William Frishmuth, who as the sole aluminium supplier in the United States built the Washington Monument's aluminum cap in 1884, was one among those who worried that "foreign capitalists" were about to control the world aluminium market.

Charles Martin Hall was a graduate of Oberlin College in Ohio who had discovered in February 1886 an electrolytic process for aluminum extraction. His patent application in July collided with Paul Héroult's application for the same idea, "electrolysis of alumina in cryolite" and for which Héroult had received the patent in France in April. Hall proved his February date and was awarded the patent in the U.S. Hall made a licensing agreement and worked with the Cowles at the facility in Lockport with the hopes of moving his ideas from the laboratory into production.

Cowles did not choose to use the Hall patent. Their reason is unclear—some in Lockport remember it as disagreement about "external heat and copper electrodes" and "internally heated furnace and carbon electrodes", and Alcoa culture remembers it as an attempt to "suppress his new process by buying him out". Hall left after one year, in July 1888, to found the Pittsburgh Reduction Company which today is named Alcoa.

==Later years==
In 1891 after Cowles began to advertise "pure aluminum" they were sued by the Pittsburgh Reduction Company. The judge announced his decision in January 1893, finding them to be infringing the patent of Hall and having gained knowledge of his process by hiring away a chemist named Hobbs who was the foreman in Pittsburgh. In 1903 the Cowles won a countersuit. The surviving brother Alfred chose to stop work on aluminum and Cowles received royalties and a US$1.35 million payment in settlement. The appeal said the patent application of Charles S. Bradley which Cowles had acquired in 1885 and Alcoa had acquired from Cowles in 1904 hinted at an internally rather than externally heated furnace.

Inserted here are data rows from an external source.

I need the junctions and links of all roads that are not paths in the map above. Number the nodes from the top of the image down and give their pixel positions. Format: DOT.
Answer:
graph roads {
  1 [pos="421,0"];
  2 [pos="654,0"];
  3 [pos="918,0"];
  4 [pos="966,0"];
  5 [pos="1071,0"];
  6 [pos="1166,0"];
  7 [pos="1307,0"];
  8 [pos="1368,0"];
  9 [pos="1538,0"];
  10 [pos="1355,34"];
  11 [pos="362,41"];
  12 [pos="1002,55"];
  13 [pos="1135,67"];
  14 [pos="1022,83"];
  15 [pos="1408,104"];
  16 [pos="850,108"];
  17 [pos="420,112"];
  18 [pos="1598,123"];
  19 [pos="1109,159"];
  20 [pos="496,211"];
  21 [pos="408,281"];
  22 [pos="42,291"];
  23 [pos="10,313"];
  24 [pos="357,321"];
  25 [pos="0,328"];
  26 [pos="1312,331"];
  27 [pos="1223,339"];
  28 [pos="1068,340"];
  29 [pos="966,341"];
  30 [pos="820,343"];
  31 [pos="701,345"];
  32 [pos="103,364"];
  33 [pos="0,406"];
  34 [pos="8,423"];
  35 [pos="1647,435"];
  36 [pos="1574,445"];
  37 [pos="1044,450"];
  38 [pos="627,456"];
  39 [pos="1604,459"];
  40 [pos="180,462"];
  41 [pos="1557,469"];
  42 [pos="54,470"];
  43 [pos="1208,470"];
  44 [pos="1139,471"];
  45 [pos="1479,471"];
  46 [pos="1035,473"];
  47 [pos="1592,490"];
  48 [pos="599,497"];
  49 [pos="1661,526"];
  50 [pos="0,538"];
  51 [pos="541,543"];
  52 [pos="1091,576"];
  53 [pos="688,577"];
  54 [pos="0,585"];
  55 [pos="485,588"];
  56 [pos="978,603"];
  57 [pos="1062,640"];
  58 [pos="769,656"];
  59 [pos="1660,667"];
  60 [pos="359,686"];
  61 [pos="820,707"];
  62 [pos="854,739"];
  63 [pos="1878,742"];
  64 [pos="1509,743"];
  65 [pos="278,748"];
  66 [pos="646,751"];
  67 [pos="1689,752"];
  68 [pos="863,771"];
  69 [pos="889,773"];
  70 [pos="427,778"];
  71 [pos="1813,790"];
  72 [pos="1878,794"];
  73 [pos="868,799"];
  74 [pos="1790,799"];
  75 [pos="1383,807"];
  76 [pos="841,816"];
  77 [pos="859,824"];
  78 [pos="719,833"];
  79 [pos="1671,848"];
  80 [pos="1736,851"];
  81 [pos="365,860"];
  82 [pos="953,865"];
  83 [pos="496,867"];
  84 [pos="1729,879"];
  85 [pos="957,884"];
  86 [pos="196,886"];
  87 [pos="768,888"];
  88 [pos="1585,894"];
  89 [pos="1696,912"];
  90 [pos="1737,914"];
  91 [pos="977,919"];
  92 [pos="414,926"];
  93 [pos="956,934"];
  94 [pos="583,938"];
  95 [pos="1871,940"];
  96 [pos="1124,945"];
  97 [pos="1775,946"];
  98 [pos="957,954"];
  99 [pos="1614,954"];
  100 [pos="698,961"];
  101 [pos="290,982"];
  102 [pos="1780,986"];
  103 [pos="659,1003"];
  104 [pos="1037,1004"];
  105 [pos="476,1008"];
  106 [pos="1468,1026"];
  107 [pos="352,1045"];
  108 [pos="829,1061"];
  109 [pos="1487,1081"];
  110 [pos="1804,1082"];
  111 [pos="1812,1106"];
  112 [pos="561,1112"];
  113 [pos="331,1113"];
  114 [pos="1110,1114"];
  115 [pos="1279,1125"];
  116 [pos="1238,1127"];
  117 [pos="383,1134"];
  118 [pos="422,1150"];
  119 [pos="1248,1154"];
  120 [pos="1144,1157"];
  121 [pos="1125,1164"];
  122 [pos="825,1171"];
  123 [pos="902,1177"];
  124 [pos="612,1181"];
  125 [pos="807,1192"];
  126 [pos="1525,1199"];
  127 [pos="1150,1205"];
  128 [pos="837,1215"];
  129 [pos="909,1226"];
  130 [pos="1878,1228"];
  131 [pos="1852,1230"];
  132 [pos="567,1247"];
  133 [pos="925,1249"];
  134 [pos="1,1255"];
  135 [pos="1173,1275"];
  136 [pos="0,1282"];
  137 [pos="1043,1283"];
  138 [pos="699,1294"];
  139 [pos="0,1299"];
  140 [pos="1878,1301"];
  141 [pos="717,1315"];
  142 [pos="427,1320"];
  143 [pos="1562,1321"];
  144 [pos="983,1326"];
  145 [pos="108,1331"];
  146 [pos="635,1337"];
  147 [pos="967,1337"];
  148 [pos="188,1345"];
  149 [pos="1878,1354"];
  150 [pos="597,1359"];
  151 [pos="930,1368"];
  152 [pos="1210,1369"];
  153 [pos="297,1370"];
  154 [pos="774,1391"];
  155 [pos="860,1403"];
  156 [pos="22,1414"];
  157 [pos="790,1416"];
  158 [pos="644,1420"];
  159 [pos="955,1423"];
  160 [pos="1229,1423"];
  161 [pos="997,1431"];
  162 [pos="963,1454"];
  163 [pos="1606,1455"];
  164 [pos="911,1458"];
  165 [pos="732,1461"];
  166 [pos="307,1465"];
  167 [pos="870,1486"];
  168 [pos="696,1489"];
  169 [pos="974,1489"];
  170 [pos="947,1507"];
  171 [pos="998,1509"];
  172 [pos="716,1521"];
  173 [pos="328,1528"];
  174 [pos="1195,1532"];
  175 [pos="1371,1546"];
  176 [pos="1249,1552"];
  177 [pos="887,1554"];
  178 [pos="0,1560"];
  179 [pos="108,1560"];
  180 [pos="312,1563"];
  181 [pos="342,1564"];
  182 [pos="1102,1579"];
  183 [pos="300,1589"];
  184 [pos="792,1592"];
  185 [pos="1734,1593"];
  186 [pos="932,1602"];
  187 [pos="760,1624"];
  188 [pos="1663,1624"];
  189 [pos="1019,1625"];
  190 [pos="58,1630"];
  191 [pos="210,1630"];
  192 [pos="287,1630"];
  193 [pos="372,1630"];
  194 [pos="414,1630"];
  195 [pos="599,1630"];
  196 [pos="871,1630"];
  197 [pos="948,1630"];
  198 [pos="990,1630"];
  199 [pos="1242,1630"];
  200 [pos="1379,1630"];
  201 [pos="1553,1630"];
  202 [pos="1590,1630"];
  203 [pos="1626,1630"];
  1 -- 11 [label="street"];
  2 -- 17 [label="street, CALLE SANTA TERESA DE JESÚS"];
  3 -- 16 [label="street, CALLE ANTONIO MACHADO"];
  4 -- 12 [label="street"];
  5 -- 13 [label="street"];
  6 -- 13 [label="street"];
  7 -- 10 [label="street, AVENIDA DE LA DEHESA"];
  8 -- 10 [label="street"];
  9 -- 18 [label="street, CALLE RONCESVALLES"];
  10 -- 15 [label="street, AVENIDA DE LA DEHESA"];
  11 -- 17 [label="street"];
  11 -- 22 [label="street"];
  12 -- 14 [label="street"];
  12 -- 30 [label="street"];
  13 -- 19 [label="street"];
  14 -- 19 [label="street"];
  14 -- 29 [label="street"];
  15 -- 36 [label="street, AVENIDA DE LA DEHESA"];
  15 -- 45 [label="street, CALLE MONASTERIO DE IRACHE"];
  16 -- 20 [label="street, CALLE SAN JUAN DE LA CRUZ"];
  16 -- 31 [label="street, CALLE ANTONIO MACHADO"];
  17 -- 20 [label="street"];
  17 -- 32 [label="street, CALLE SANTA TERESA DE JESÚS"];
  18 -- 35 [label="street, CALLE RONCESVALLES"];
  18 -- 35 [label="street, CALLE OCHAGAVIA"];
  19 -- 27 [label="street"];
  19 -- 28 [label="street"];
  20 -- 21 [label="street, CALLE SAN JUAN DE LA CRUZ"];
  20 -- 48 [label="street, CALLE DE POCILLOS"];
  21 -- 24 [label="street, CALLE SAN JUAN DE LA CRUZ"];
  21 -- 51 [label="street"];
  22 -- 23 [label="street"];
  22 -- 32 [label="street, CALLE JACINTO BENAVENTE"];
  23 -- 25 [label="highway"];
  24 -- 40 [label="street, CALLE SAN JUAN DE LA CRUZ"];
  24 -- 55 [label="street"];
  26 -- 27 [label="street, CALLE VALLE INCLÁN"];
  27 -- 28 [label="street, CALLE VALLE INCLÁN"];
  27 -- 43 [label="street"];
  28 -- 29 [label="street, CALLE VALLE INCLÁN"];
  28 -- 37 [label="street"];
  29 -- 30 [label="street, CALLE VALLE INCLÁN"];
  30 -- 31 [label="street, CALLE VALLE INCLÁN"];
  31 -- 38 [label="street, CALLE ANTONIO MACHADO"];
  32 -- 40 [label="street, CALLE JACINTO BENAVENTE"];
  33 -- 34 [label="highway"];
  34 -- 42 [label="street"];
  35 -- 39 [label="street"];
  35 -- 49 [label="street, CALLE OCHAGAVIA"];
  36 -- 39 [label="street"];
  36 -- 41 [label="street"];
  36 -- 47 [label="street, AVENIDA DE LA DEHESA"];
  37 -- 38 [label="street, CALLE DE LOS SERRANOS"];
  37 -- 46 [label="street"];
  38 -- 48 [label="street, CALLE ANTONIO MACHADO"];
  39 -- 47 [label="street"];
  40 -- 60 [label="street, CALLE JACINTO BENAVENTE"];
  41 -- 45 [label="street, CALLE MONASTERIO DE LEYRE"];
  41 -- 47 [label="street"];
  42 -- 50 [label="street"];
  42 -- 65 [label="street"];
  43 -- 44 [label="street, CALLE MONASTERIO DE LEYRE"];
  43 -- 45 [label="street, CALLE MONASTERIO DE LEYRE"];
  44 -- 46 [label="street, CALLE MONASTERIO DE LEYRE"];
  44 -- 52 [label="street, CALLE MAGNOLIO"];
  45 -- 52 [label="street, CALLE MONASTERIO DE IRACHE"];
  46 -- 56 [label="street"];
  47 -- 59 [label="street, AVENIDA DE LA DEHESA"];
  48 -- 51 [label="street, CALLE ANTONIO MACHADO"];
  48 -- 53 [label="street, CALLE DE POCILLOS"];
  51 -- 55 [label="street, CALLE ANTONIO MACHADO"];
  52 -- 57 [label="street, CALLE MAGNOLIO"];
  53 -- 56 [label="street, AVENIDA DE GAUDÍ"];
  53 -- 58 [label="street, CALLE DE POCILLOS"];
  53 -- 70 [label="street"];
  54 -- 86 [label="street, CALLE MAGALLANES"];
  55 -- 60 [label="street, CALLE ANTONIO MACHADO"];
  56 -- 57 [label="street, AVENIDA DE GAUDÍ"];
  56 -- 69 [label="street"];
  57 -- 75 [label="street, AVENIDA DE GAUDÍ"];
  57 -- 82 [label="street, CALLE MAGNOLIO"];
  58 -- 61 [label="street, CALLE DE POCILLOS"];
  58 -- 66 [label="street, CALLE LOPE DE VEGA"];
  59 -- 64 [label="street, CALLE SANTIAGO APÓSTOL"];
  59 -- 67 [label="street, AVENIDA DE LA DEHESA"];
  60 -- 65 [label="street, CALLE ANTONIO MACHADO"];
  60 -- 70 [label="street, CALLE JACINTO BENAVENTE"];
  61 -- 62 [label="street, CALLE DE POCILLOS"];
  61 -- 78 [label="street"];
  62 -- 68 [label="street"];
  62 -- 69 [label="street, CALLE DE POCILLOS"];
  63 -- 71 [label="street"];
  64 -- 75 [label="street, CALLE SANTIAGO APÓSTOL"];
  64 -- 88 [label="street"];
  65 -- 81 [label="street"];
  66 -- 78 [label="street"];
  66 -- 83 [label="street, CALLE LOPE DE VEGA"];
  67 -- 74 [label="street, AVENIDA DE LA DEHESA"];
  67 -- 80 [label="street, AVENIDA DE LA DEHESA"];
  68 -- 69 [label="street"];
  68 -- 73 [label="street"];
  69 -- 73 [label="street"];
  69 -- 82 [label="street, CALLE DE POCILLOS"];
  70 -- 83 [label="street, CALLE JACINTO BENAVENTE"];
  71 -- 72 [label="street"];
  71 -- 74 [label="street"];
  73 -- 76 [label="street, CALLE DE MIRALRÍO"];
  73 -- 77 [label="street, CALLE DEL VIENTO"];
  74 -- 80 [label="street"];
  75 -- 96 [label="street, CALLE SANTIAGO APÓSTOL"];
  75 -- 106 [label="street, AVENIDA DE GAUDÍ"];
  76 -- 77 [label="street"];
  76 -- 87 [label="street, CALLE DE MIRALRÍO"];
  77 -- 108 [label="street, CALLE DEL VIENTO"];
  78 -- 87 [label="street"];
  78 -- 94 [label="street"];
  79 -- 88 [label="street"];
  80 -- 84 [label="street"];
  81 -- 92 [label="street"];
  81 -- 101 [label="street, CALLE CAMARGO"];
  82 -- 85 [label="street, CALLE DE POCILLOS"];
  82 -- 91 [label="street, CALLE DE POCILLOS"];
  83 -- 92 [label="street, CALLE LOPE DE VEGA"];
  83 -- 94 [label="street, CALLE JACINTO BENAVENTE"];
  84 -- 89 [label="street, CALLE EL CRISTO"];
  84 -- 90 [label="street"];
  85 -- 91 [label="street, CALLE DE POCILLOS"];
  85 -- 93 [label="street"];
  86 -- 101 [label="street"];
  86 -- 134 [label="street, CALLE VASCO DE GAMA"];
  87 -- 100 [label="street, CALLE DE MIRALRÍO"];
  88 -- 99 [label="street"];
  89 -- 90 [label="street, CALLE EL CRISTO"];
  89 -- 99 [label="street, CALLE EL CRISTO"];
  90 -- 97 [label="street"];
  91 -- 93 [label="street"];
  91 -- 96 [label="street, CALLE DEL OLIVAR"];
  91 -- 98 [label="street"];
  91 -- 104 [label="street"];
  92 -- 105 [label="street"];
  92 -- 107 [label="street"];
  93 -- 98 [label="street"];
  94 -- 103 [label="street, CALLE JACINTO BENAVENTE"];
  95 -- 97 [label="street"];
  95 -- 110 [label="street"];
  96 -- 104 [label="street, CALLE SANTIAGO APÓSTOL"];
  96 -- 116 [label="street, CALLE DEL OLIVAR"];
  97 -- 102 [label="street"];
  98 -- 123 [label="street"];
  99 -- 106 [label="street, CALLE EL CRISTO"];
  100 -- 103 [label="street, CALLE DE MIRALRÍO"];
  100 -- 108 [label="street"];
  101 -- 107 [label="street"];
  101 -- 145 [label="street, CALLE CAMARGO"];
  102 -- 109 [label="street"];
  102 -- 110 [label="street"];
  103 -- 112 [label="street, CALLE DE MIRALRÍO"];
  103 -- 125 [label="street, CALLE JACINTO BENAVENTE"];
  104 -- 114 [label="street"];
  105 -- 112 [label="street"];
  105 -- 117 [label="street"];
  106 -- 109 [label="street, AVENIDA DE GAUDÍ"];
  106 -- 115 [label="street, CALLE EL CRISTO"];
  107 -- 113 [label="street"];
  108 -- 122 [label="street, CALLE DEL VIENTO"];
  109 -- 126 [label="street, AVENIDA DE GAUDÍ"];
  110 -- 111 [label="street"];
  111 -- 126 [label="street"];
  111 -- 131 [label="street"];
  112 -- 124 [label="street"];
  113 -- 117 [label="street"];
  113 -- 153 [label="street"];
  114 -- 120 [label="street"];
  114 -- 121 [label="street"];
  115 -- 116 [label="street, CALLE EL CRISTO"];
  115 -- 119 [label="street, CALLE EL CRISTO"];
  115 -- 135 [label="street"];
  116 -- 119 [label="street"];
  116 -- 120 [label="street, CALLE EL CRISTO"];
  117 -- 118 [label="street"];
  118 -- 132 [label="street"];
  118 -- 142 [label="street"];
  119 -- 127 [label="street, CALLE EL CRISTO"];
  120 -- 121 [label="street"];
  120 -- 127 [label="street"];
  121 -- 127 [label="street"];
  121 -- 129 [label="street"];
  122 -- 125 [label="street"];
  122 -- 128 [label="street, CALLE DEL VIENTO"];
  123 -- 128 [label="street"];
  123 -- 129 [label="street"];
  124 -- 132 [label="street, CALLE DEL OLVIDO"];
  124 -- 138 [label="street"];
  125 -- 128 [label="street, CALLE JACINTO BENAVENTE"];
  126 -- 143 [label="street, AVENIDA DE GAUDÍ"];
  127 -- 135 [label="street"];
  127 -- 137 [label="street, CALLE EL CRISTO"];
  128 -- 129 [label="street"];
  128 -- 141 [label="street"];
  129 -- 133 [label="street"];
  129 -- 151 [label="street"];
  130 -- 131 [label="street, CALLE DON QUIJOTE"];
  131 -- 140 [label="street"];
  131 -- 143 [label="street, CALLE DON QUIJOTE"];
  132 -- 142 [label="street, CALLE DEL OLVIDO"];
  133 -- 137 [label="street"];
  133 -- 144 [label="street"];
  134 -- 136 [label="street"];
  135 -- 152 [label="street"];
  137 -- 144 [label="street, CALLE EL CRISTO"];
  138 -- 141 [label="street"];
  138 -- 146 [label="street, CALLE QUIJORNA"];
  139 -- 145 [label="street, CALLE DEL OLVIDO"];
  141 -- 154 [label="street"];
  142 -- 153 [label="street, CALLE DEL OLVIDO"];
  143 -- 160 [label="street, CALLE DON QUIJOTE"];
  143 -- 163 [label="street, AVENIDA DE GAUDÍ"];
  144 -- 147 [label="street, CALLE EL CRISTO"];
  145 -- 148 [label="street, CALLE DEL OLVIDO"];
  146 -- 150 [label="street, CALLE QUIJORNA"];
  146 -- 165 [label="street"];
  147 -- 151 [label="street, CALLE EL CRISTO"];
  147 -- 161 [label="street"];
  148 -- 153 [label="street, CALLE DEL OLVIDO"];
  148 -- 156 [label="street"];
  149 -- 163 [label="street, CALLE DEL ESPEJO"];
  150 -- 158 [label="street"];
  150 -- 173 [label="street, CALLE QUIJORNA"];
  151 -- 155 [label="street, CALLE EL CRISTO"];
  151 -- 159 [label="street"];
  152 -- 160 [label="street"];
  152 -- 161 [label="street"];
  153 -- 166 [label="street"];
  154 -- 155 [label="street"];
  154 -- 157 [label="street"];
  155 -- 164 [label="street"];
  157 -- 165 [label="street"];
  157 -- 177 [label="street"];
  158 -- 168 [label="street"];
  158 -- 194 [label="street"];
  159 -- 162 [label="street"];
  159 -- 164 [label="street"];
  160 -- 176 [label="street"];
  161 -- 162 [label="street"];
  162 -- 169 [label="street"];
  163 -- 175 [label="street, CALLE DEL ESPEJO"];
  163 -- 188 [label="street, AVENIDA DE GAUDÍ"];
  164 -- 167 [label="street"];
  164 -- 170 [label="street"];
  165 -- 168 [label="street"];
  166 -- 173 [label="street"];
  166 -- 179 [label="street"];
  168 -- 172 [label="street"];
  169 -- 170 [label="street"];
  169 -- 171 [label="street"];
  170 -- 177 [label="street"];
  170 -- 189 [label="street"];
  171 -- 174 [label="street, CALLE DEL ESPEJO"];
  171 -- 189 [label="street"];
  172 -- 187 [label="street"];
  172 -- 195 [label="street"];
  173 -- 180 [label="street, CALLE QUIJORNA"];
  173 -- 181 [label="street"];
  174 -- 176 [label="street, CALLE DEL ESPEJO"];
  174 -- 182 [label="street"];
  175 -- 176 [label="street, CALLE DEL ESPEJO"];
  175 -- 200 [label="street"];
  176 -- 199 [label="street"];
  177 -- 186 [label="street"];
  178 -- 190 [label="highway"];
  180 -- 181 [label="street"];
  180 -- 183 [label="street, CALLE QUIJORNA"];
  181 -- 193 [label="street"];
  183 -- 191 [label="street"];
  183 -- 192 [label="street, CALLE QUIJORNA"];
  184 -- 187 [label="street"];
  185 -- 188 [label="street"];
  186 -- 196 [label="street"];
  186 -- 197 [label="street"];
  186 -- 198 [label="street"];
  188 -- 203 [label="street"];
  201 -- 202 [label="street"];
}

The Cowles facility in England became part of British Aluminium in the late 1880s. In 1893, after Eugene's death, Maybery questioned a presentation that to him indicated the Cowles patents were infringed by the carborundum process of Edward Acheson (Acheson process). In 1900 Cowles received a $300,000 payment from the carborundum company. The judges' decision gave "priority broadly to the Messrs. Cowles for reducing ores and other substances by the incandescent method".

==Influence==
The achievements of Hall in the U.S. and of Héroult in Europe, and their influence on aluminum companies, some through Héroult's Société Electrometallurgique Française, have been called one of the greatest events in metallurgy. Over ten years, aluminum output in the U.S. increased by 100,000 times and its price dropped to about 2% of its cost before their discovery. Cowles engineered a separate venture and did not share that glory, but sometimes the brothers are credited with envisioning and promoting what was the beginning of electrical smelting on a large scale.